Captain Fantastic
2016
Matt Ross
Passé de festivals en festivals, le film a glané quelques prix à Cannes et Deauville avant d’enfin pouvoir arriver dans nos salles de cinéma où il fut très chaleureusement accueilli. Succès assez confidentiel avec tout juste dix millions de dollars dans le monde faute de distribution d’envergure, le film a pourtant reçu des critiques exceptionnelles et aurait pu être un challenger de poids pour les Oscars, mais il n’a finalement eu qu’une nomination pour son acteur principal et ses chances de remporter la statuette sont quasi nulles.

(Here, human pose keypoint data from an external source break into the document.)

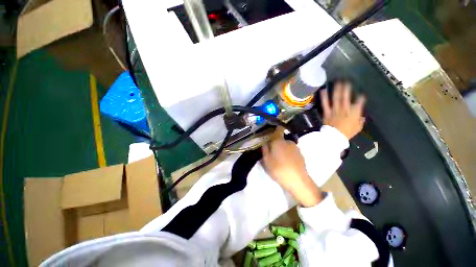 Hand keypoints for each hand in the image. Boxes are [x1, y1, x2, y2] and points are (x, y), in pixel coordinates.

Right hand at [262, 137, 322, 206]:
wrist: (298, 181)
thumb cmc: (278, 169)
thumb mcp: (266, 160)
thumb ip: (265, 150)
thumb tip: (265, 144)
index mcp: (279, 141)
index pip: (278, 130)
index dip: (274, 132)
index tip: (269, 140)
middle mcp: (288, 142)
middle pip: (281, 140)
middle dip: (276, 145)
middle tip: (272, 154)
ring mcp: (296, 148)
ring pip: (286, 146)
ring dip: (283, 150)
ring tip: (279, 161)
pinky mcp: (301, 155)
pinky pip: (291, 152)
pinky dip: (288, 155)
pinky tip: (286, 164)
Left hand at [320, 81, 365, 139]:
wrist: (334, 137)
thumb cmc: (347, 133)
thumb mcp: (357, 128)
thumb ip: (360, 121)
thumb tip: (361, 117)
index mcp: (354, 113)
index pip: (359, 103)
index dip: (361, 98)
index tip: (361, 95)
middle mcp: (345, 109)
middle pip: (346, 97)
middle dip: (347, 89)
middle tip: (347, 81)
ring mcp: (335, 110)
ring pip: (336, 98)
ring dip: (337, 90)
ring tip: (337, 83)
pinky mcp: (327, 112)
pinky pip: (325, 104)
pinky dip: (324, 97)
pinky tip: (323, 91) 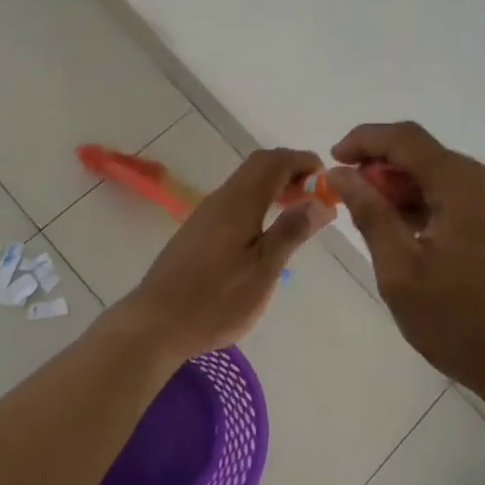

Pourtant, on tient là l’un des films les plus édifiants de l’année.
Quand on pense à ce à quoi ressemble une vie aux Etats-Unis, on s’image la petite maison de banlieue bien tranquille et tout ce qui va avec, mais certaines personnes rejettent ce style de vie. Ben (Viggo Mortensen) et sa femme avaient ainsi décidé d’élever leurs enfants (incluant George Mackay) loin de notre monde capitaliste, fourbe et formaté, prônant un retour aux choses simples de la vie. Vivant dans une cabane perdue au milieu des bois, ils se nourrissent de la chasse et de la cueillette, font communion avec la nature et s’éduquent eux-même. Une situation qui leur allait très bien, jusqu’au jour où la mère – hospitalisée depuis quelques temps – décéda.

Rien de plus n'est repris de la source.